The researchers said that exercise is not the only benefit to be reaped by
getting out into the garden – home-grown fruit and veg can make your diet healthier into the bargain.
Previous studies have credited gardening with a host of benefits, from raising zest for life to boosting happiness. In the latest, the University of Utah researchers compared the vital statistics of almost 200 men and women who had tended plots for at least a year with the measurements of those who lived nearby.
Women can drop up to a dress size by getting active in the garden
The two groups had access to the same leisure facilities, such as parks, and had a similar economic status.
Yet the gardeners were clearly thinner, the Journal of Public Health reports.
The men were 62 per cent less likely to be overweight or obese as those who gardened, while the women were 46 per cent less likely to have a weight problem.
The analysis also showed that a woman who was a fairly average 5ft 5in tall and gardened was on average 11lb lighter than a non-gardening female neighbour. This equates to around a dress size.
Similarly, a 5ft 10in man who gardened was on average 16lb, or just over a stone, lighter.
The study found that the differences could not be explained away by good genes, as non-gardening brothers and sisters were not as trim.
However, husbands and wives appeared to benefit from the fruits of their spouse’s labour, possibly because they helped out in the garden or ate the produce at home.
Lead author Cathleen Zick, professor of family and consumer studies, said that having an allotment may be particularly beneficial, as people may feel extra pressure to keep their plots looking nice.
However, she expects tending a normal garden to also be good for weight.
Professor Zick, who has ‘a small backyard garden’, cautioned that her data was drawn from a single community.
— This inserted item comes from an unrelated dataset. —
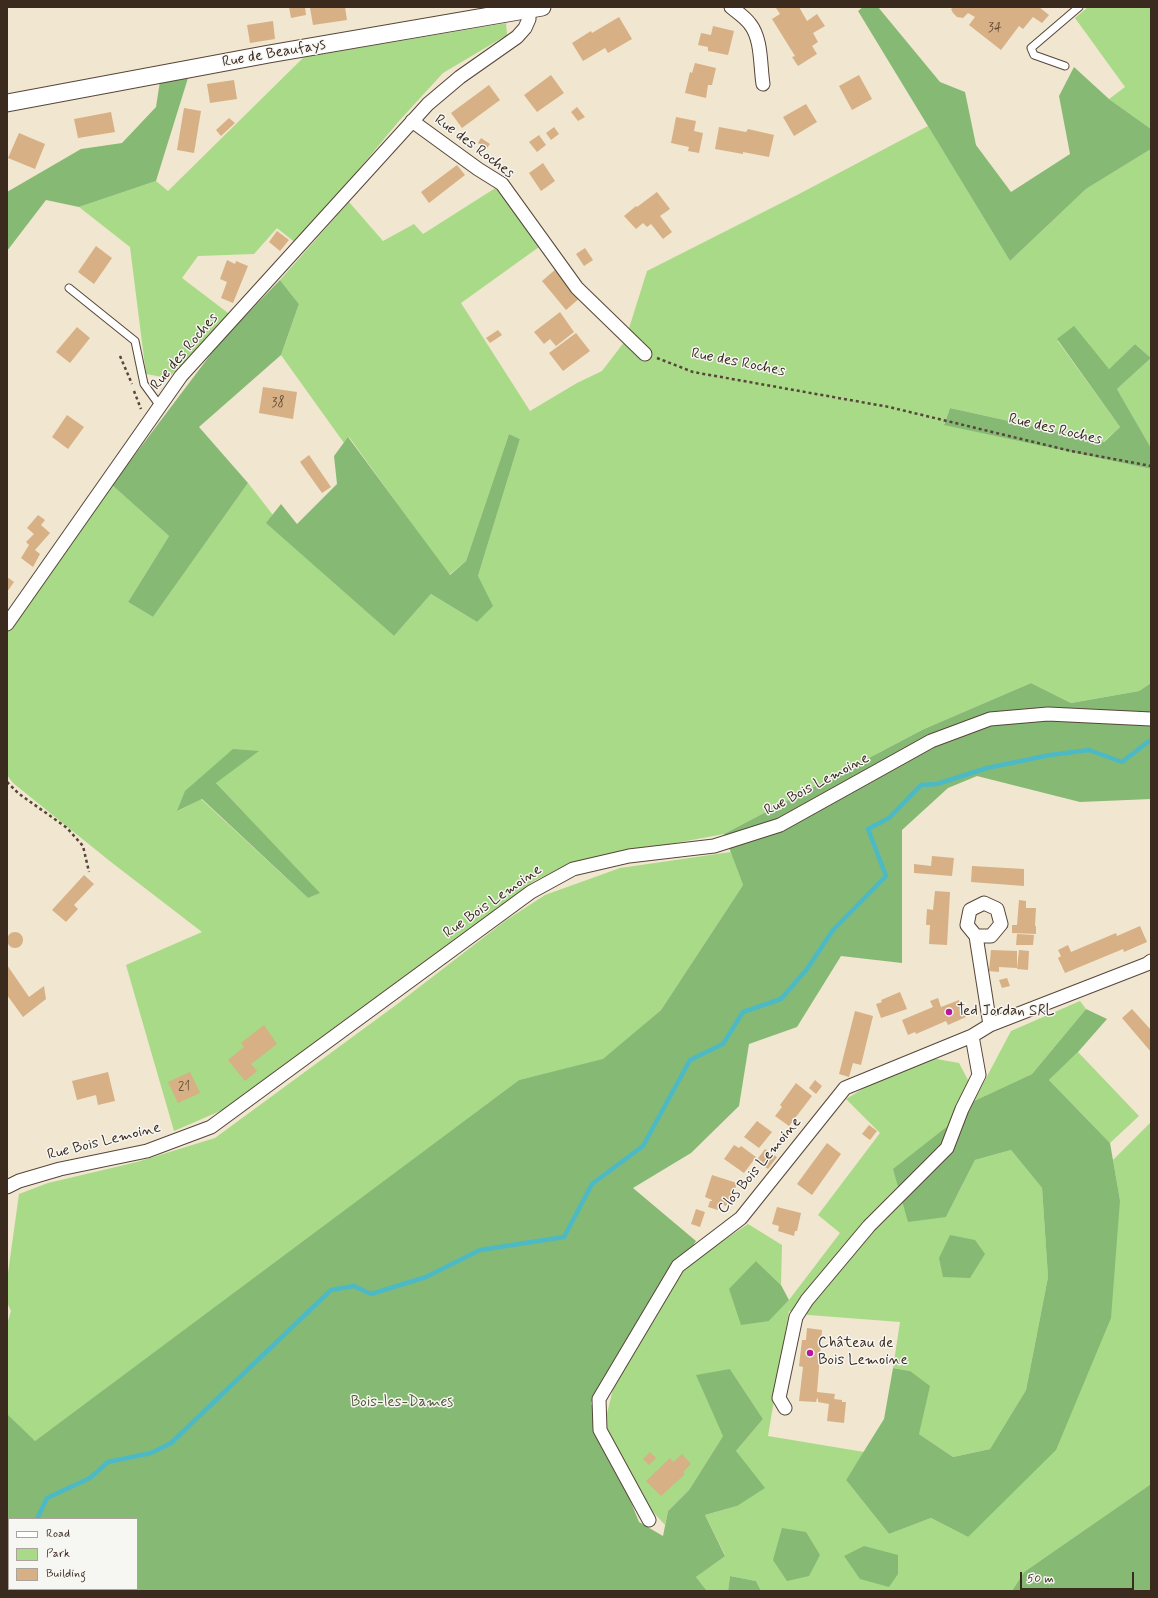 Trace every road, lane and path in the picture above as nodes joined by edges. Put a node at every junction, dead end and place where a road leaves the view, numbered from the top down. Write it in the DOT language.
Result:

But despite this, she said her results could be ‘of interest to urban planners, public health officials and others focused on designing new neighbourhoods’.
She added: ‘We know that obesity is costly.
‘This study begins to shed light on the costs and benefits of the choices families make about eating and physical activity.’
Georgie Willock, of the National Allotment Society, said that health benefits of gardening include aerobic exercise from digging and carrying, flexible joints from bending, vitamin D from the sun and the breathing in of clean air.
As a result, people are happier and fitter.
She added: ‘I am sure if a similar study was done in the UK, the results would be similar.’
Guy Barter, of the Royal Horticultural Society, said that gardening brings with it a sense of achievement.
He added: ‘It also raises the spirits. After a hard day at work, just pushing the lawn mower around is very cheering.’